> **EXERCISE OBJECTIVE**
Go through the data below and gather each line containing "Palma".

> **AVAILABLE RECORDS**
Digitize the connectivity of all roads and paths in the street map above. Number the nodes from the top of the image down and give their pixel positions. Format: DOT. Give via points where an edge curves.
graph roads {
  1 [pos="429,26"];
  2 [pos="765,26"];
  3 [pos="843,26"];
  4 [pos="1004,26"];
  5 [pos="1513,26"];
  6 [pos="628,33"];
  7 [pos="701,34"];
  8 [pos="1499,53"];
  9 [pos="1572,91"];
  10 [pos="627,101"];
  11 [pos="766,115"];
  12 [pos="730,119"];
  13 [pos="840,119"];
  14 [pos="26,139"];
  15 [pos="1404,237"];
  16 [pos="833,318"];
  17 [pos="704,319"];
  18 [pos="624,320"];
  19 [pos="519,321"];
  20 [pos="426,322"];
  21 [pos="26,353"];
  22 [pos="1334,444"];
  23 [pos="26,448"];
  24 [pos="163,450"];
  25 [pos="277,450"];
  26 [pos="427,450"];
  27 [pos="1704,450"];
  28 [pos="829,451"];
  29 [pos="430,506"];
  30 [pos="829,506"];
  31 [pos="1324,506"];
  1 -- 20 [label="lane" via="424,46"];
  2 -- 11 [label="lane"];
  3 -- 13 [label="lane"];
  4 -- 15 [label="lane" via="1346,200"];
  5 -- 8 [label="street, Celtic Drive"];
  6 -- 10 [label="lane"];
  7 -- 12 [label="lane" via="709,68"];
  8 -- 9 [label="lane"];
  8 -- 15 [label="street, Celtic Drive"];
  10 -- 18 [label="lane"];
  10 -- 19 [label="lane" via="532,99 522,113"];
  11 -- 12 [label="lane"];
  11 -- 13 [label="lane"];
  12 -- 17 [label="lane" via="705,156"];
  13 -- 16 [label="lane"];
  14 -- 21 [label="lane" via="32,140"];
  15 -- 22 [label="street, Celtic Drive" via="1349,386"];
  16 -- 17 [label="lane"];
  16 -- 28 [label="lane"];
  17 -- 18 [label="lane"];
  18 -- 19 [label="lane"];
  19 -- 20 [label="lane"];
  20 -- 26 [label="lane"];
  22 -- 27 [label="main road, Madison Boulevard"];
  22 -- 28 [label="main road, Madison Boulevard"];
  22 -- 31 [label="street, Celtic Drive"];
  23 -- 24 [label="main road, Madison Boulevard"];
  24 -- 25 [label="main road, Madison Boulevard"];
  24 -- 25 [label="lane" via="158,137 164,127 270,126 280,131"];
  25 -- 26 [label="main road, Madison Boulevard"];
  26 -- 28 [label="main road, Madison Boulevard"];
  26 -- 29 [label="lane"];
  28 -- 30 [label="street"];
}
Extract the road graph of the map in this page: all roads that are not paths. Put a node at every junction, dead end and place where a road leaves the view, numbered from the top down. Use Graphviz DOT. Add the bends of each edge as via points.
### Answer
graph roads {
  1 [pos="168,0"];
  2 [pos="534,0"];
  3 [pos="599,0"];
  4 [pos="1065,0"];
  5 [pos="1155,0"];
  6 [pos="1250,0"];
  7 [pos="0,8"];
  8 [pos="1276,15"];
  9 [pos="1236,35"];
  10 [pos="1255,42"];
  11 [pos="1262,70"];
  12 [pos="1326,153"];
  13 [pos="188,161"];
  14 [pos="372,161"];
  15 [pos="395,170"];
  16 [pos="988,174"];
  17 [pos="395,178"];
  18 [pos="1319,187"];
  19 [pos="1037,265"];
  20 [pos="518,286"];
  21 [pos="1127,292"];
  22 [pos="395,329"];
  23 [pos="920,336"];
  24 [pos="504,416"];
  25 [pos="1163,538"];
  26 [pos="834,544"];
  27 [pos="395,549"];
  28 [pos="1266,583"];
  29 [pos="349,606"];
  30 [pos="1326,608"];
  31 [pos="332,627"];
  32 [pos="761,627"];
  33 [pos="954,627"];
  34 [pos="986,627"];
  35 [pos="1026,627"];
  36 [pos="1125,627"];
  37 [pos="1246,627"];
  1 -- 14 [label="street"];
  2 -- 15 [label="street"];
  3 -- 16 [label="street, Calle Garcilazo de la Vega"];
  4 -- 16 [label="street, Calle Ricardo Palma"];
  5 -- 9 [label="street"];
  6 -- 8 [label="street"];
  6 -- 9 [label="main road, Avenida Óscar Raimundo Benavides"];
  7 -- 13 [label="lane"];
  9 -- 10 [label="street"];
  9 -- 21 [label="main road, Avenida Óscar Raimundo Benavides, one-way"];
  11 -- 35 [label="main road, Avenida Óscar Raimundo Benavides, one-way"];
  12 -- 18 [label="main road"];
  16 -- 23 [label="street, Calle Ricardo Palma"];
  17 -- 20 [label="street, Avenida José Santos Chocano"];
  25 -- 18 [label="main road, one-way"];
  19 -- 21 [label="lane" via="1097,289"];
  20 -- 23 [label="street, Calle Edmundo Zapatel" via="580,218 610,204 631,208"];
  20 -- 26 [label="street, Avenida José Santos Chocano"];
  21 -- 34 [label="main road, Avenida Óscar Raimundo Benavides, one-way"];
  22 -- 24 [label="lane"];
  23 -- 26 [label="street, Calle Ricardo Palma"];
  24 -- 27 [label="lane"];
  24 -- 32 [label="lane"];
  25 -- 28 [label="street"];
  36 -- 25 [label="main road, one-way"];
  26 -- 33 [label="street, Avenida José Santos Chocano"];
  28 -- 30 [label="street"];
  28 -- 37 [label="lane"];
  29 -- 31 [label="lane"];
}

> **ANSWER TO THIS TASK**
  4 -- 16 [label="street, Calle Ricardo Palma"];
  16 -- 23 [label="street, Calle Ricardo Palma"];
  23 -- 26 [label="street, Calle Ricardo Palma"];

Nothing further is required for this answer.